TRY IT:
Reproduce every line of the listing as written, apart from the pictures.

(GIVEN DATA)

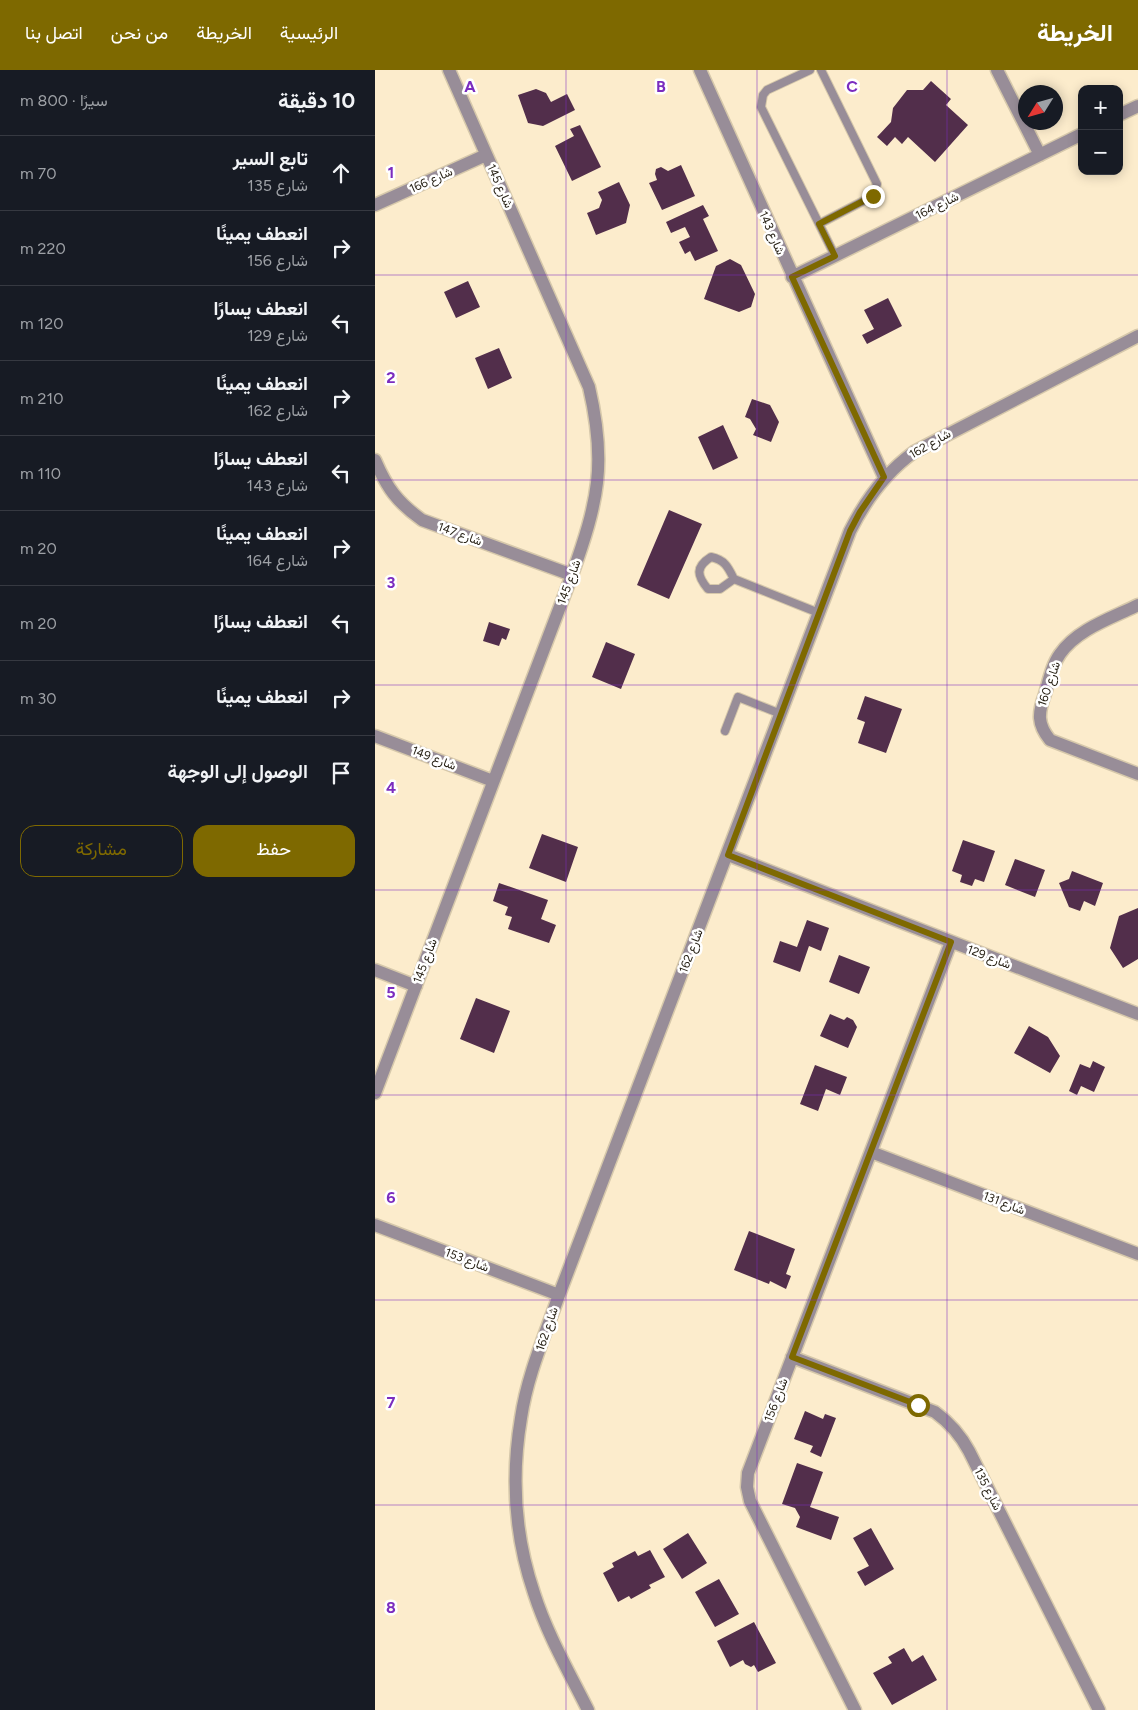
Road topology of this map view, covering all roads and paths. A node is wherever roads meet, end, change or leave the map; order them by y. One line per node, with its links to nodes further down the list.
1 (449, 70): 9 (street, شارع 145)
2 (700, 70): 14 (street, شارع 143)
3 (810, 70): 12 (lane)
4 (821, 70): 12 (lane)
5 (997, 70): 10 (street)
6 (1138, 106): 7 (street)
7 (1123, 113)
8 (1078, 136): 10 (street, شارع 164)
9 (487, 155): 11 (street, شارع 166); 18 (street, شارع 145)
10 (1040, 155): 13 (street, شارع 164)
11 (375, 205)
12 (819, 224): 13 (lane)
13 (835, 256): 14 (street, شارع 164)
14 (792, 277): 17 (street, شارع 143)
15 (1138, 336): 17 (street, شارع 162)
16 (375, 460): 18 (street, شارع 147)
17 (884, 477): 21 (street, شارع 162)
18 (572, 575): 26 (street, شارع 145)
19 (734, 579): 19 (lane); 21 (lane)
20 (1138, 605): 25 (street, شارع 160)
21 (819, 613): 22 (street, شارع 162)
22 (781, 714): 23 (lane); 27 (street, شارع 162)
23 (725, 731)
24 (375, 736): 26 (street, شارع 149)
25 (1138, 774)
26 (493, 781): 30 (street, شارع 145)
27 (728, 855): 28 (street, شارع 129); 36 (street, شارع 162)
28 (951, 942): 31 (street, شارع 129); 33 (street, شارع 156)
29 (375, 970): 30 (street)
30 (416, 986): 32 (street, شارع 145)
31 (1138, 1014)
32 (375, 1093)
33 (871, 1152): 35 (street, شارع 131); 37 (street, شارع 156)
34 (375, 1226): 36 (street, شارع 153)
35 (1138, 1254)
36 (559, 1295): 38 (street, شارع 162)
37 (792, 1357): 39 (street, شارع 156); 40 (street, شارع 135)
38 (588, 1710)
39 (855, 1710)
40 (1099, 1710)

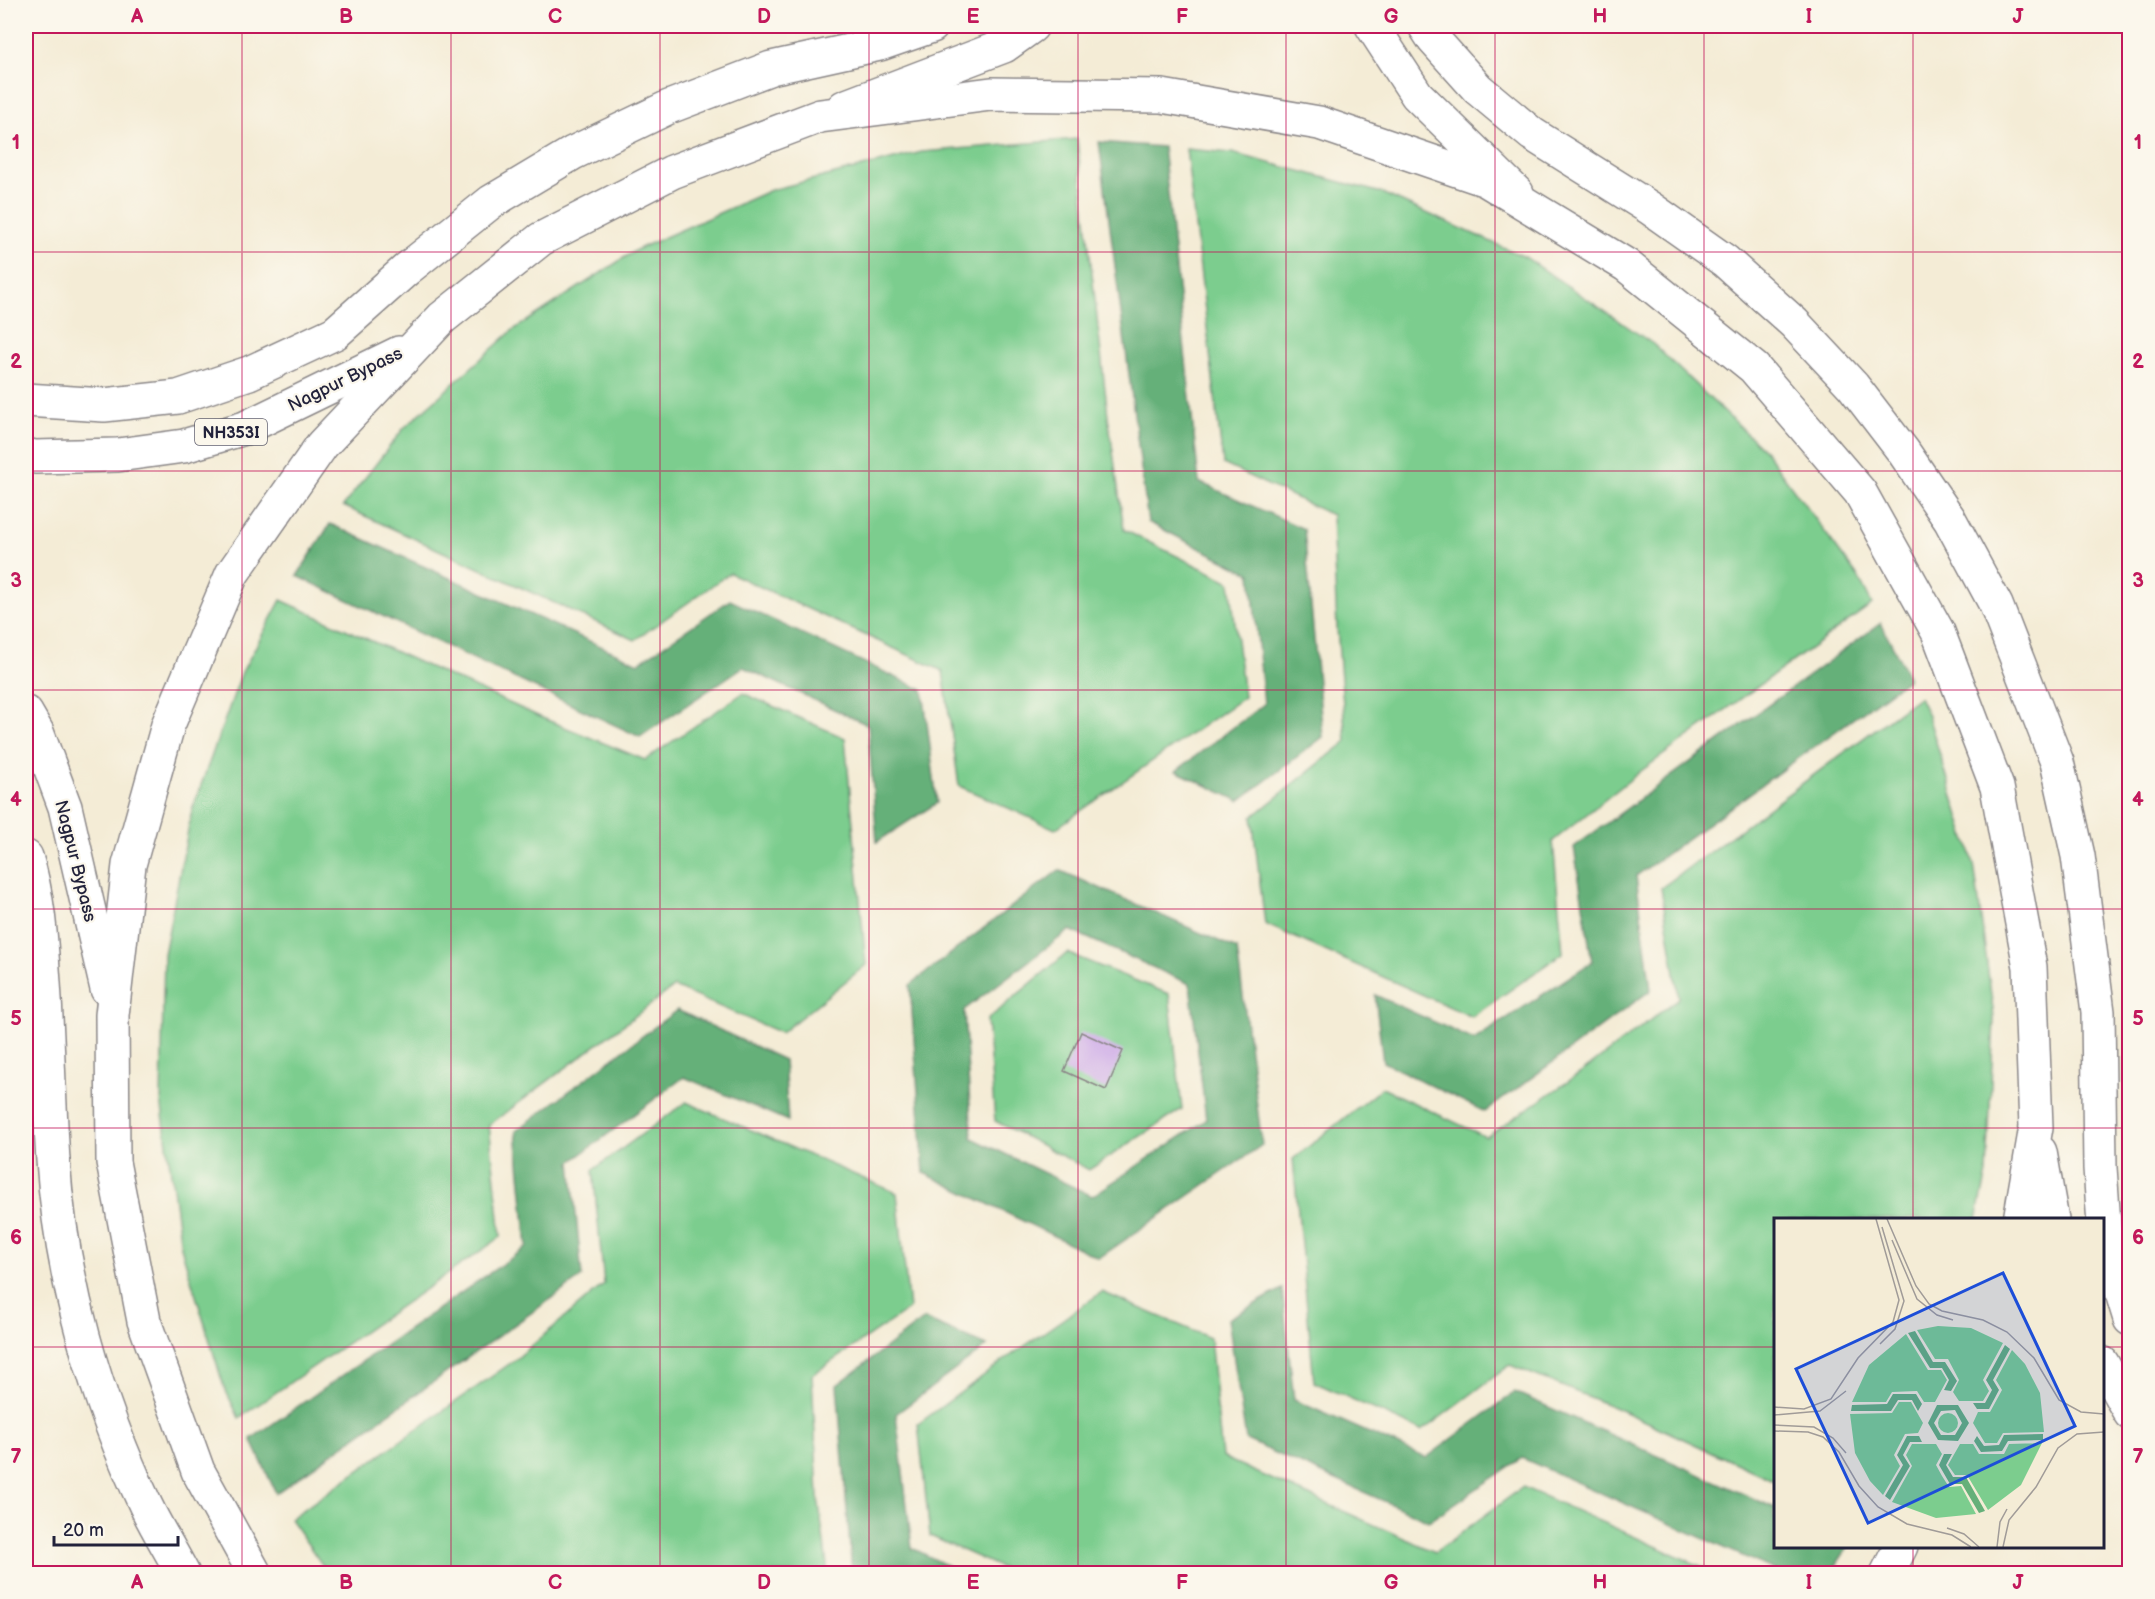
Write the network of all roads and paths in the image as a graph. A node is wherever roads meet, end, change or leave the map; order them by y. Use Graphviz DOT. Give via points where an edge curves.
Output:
graph roads {
  1 [pos="932,26"];
  2 [pos="1032,26"];
  3 [pos="1372,26"];
  4 [pos="1425,26"];
  5 [pos="820,116"];
  6 [pos="1533,208"];
  7 [pos="418,343"];
  8 [pos="26,400"];
  9 [pos="26,455"];
  10 [pos="26,713"];
  11 [pos="26,857"];
  12 [pos="112,1015"];
  13 [pos="2036,1127"];
  14 [pos="2020,1218"];
  15 [pos="2052,1218"];
  16 [pos="2104,1218"];
  17 [pos="2104,1224"];
  18 [pos="2130,1319"];
  19 [pos="2104,1365"];
  20 [pos="2130,1413"];
  21 [pos="1900,1548"];
  22 [pos="183,1574"];
  23 [pos="255,1574"];
  24 [pos="1887,1574"];
  1 -- 8 [label="main road" via="880,45 771,68 669,106 573,153 490,202 335,333 249,373 178,397 104,405"];
  2 -- 5 [label="main road" via="1004,46"];
  3 -- 6 [label="main road" via="1417,95"];
  4 -- 16 [label="main road" via="1478,88 1532,134 1650,208 1725,261 1794,323 1853,386 1950,520 1991,595 2056,762 2079,856 2098,1012"];
  5 -- 6 [label="main road" via="991,94 1162,96 1319,123 1486,180"];
  5 -- 7 [label="main road" via="672,172 541,239 442,318"];
  6 -- 13 [label="main road" via="1626,265 1754,369 1860,492 1938,632 1997,787 2030,967"];
  7 -- 9 [label="main road, Nagpur Bypass / NH353I" via="245,428 184,446 118,455"];
  7 -- 12 [label="main road" via="322,445 232,574 168,725 129,865"];
  10 -- 12 [label="main road, Nagpur Bypass" via="65,807"];
  11 -- 22 [label="main road" via="41,940 55,1173 64,1249 82,1333 107,1412 146,1506"];
  12 -- 23 [label="main road" via="113,1162 144,1322 198,1471"];
  13 -- 14 [label="main road"];
  13 -- 15 [label="main road"];
  17 -- 18 [label="main road"];
  19 -- 20 [label="main road"];
  21 -- 24 [label="main road"];
}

(End GIVEN DATA)

TASK SOLUTION:
Road topology of this map view, covering all roads and paths. A node is wherever roads meet, end, change or leave the map; order them by y. One line per node, with its links to nodes further down the list.
1 (449, 70): 9 (street, شارع 145)
2 (700, 70): 14 (street, شارع 143)
3 (810, 70): 12 (lane)
4 (821, 70): 12 (lane)
5 (997, 70): 10 (street)
6 (1138, 106): 7 (street)
7 (1123, 113)
8 (1078, 136): 10 (street, شارع 164)
9 (487, 155): 11 (street, شارع 166); 18 (street, شارع 145)
10 (1040, 155): 13 (street, شارع 164)
11 (375, 205)
12 (819, 224): 13 (lane)
13 (835, 256): 14 (street, شارع 164)
14 (792, 277): 17 (street, شارع 143)
15 (1138, 336): 17 (street, شارع 162)
16 (375, 460): 18 (street, شارع 147)
17 (884, 477): 21 (street, شارع 162)
18 (572, 575): 26 (street, شارع 145)
19 (734, 579): 19 (lane); 21 (lane)
20 (1138, 605): 25 (street, شارع 160)
21 (819, 613): 22 (street, شارع 162)
22 (781, 714): 23 (lane); 27 (street, شارع 162)
23 (725, 731)
24 (375, 736): 26 (street, شارع 149)
25 (1138, 774)
26 (493, 781): 30 (street, شارع 145)
27 (728, 855): 28 (street, شارع 129); 36 (street, شارع 162)
28 (951, 942): 31 (street, شارع 129); 33 (street, شارع 156)
29 (375, 970): 30 (street)
30 (416, 986): 32 (street, شارع 145)
31 (1138, 1014)
32 (375, 1093)
33 (871, 1152): 35 (street, شارع 131); 37 (street, شارع 156)
34 (375, 1226): 36 (street, شارع 153)
35 (1138, 1254)
36 (559, 1295): 38 (street, شارع 162)
37 (792, 1357): 39 (street, شارع 156); 40 (street, شارع 135)
38 (588, 1710)
39 (855, 1710)
40 (1099, 1710)

Write the network of all roads and paths in the image as a graph. A node is wherever roads meet, end, change or leave the map; order them by y. Use Graphviz DOT. Give via points where an edge curves.
Output:
graph roads {
  1 [pos="932,26"];
  2 [pos="1032,26"];
  3 [pos="1372,26"];
  4 [pos="1425,26"];
  5 [pos="820,116"];
  6 [pos="1533,208"];
  7 [pos="418,343"];
  8 [pos="26,400"];
  9 [pos="26,455"];
  10 [pos="26,713"];
  11 [pos="26,857"];
  12 [pos="112,1015"];
  13 [pos="2036,1127"];
  14 [pos="2020,1218"];
  15 [pos="2052,1218"];
  16 [pos="2104,1218"];
  17 [pos="2104,1224"];
  18 [pos="2130,1319"];
  19 [pos="2104,1365"];
  20 [pos="2130,1413"];
  21 [pos="1900,1548"];
  22 [pos="183,1574"];
  23 [pos="255,1574"];
  24 [pos="1887,1574"];
  1 -- 8 [label="main road" via="880,45 771,68 669,106 573,153 490,202 335,333 249,373 178,397 104,405"];
  2 -- 5 [label="main road" via="1004,46"];
  3 -- 6 [label="main road" via="1417,95"];
  4 -- 16 [label="main road" via="1478,88 1532,134 1650,208 1725,261 1794,323 1853,386 1950,520 1991,595 2056,762 2079,856 2098,1012"];
  5 -- 6 [label="main road" via="991,94 1162,96 1319,123 1486,180"];
  5 -- 7 [label="main road" via="672,172 541,239 442,318"];
  6 -- 13 [label="main road" via="1626,265 1754,369 1860,492 1938,632 1997,787 2030,967"];
  7 -- 9 [label="main road, Nagpur Bypass / NH353I" via="245,428 184,446 118,455"];
  7 -- 12 [label="main road" via="322,445 232,574 168,725 129,865"];
  10 -- 12 [label="main road, Nagpur Bypass" via="65,807"];
  11 -- 22 [label="main road" via="41,940 55,1173 64,1249 82,1333 107,1412 146,1506"];
  12 -- 23 [label="main road" via="113,1162 144,1322 198,1471"];
  13 -- 14 [label="main road"];
  13 -- 15 [label="main road"];
  17 -- 18 [label="main road"];
  19 -- 20 [label="main road"];
  21 -- 24 [label="main road"];
}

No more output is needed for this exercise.